What shape will it take?
I want the conference to be as similar to Bread Loaf as possible, so the center of it will be workshops, but there will also be classes and lectures and readings. We’re offering workshops in prose and poetry, and one mixed-genre workshop for people doing special projects that are hard to place—or for those who want to work with Bill Johnston, who’s fantastic. I’ll be teaching an intro class to expand people’s awareness of translation and to talk about how to read translation and how to get started in it, because a lot of people would love to translate; they just don’t have the language skills necessary, or they’re looking for a project and they don’t have a manuscript to submit yet.

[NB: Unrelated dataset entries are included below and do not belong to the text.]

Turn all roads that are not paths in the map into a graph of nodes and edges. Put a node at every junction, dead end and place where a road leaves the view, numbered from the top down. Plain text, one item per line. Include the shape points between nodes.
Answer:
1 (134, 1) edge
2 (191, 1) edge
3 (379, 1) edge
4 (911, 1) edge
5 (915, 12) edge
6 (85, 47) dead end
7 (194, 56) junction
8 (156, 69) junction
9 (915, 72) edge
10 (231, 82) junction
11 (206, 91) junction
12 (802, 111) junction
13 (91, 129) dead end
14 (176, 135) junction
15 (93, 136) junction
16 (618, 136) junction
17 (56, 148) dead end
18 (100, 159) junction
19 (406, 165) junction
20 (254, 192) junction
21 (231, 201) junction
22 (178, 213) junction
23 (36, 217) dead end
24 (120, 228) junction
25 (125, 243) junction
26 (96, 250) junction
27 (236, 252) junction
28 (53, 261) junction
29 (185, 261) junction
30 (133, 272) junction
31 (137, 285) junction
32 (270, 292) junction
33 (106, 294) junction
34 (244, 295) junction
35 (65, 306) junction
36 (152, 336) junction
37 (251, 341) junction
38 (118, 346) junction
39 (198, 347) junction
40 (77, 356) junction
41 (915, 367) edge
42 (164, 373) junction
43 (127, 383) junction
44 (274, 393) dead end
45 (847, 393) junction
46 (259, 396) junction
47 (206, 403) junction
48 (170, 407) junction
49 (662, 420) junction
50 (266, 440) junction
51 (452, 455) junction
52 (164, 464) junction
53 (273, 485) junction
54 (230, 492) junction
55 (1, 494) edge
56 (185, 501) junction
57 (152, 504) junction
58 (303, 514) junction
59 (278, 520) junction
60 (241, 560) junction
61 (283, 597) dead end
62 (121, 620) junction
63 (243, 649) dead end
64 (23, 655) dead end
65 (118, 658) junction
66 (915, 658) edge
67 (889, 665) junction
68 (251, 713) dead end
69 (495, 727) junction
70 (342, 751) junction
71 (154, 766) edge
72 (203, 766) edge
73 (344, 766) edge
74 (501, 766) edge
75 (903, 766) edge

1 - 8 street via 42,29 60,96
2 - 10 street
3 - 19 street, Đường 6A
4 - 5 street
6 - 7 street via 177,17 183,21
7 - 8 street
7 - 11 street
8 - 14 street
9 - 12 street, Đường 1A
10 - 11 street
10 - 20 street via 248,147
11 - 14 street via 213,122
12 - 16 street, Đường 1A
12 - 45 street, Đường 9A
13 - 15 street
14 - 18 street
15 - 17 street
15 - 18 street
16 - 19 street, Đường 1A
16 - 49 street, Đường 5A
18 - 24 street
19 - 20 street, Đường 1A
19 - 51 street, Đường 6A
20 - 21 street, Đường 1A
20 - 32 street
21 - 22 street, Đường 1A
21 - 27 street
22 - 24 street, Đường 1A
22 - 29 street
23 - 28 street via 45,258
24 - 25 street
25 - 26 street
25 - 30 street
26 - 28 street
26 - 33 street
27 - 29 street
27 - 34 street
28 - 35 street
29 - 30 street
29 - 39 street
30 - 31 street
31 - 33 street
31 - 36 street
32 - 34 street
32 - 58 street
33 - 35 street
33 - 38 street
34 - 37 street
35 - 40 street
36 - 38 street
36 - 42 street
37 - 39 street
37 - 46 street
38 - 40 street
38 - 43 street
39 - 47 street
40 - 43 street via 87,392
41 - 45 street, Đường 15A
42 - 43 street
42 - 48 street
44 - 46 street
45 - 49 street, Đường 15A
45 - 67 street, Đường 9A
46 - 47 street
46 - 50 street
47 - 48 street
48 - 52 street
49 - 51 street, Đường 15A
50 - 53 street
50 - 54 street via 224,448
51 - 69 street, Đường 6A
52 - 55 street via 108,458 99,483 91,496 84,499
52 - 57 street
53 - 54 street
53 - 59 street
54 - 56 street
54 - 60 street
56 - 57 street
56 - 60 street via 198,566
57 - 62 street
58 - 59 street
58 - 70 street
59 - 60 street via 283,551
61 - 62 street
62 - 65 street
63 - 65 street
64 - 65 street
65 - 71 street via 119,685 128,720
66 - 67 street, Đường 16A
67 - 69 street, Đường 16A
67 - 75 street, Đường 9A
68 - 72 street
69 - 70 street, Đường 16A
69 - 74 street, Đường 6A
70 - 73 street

What does it mean to be part of the community of literary translators?
I think that for literature to flourish we need to take care of it, and the way we do that with poetry or fiction is that we translate, we write reviews, we edit, and we tend to the community. That’s exactly the same for translating. But we also need to help people read translations. It’s so mind-boggling to me how many folks don’t keep in mind that things are even translated. People say, “I don’t read translations because I don’t trust them or I don’t get them.” But if you think about that, that means you can’t read the Bible or the Iliad. Translation is inescapable—any act of artistic communication has everything to do with translating—but we don’t talk about it, and I think that’s because we really don’t know how or feel insecure. Being part of this community means being aware of that and trying to break that down. 

Do you see the act of translation as relevant to the current political climate?
Absolutely. Translation is the way we understand other cultures. You would think that in our country, which has a blend of all these traditions and people, translation would flourish compared to other nations—but it really doesn’t. But I do think we’re on the way. One of the reasons that I decided to launch the conference now is that there is more interest than there has been, and I think [translation is] finding its way as a discipline. This is a really exciting opportunity to get in on the next wave of translators. More and more translators are going to the AWP Conference and more translation workshops are being offered—even in MFA programs—as there should be, and so I do think there’s something in the air. I hope I’m right.

Cat Richardson is the managing editor of Bodega Magazine and a poetry editor at Phantom Limb Press. Her work has appeared in Four Way Review, Tin House, Sonora Review, and elsewhere.